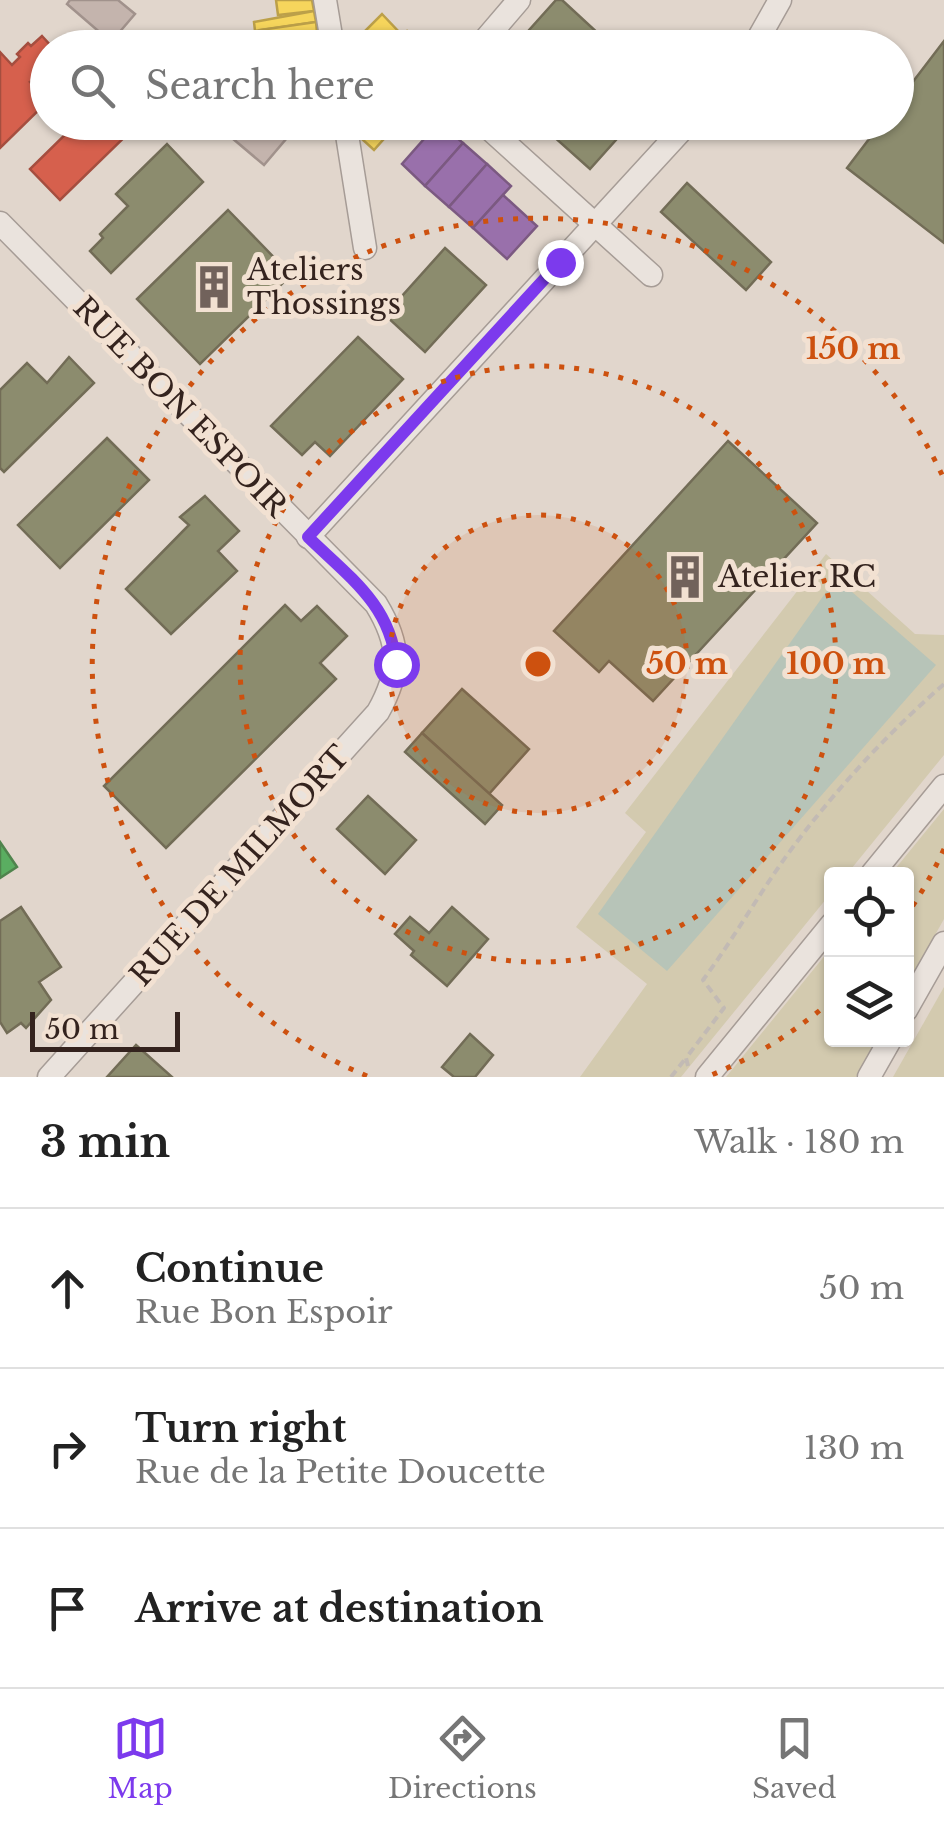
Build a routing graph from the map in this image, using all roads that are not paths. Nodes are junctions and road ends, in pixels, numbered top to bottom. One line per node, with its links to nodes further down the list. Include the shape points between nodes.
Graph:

---

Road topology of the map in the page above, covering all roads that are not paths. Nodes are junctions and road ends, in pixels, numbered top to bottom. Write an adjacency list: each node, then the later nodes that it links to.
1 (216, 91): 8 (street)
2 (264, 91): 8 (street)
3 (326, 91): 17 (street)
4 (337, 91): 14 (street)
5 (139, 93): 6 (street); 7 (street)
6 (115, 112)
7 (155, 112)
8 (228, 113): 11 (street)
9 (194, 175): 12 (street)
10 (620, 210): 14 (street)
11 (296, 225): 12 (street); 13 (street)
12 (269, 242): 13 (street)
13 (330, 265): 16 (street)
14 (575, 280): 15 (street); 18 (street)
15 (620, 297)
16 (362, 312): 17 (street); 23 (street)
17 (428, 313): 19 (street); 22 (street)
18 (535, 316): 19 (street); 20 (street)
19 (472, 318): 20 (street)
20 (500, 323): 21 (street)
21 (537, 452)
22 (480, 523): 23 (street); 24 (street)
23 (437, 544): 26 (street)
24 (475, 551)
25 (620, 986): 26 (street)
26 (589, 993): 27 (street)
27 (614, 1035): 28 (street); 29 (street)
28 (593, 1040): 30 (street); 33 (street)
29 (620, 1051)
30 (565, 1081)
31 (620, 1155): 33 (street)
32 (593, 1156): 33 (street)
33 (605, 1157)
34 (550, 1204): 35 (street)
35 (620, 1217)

* * *

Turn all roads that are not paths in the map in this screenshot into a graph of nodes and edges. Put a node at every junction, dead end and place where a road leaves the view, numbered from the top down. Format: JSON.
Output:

Exercise instructions — Return every line holding the word "this" from the records.

Result below —
Build a routing graph from the map in this image, using all roads that are not paths. Nodes are junctions and road ends, in pixels, numbered top to bottom. One line per node, with its links to nodes further down the list. Include the shape points between nodes.
Turn all roads that are not paths in the map in this screenshot into a graph of nodes and edges. Put a node at every junction, dead end and place where a road leaves the view, numbered from the top down. Format: JSON.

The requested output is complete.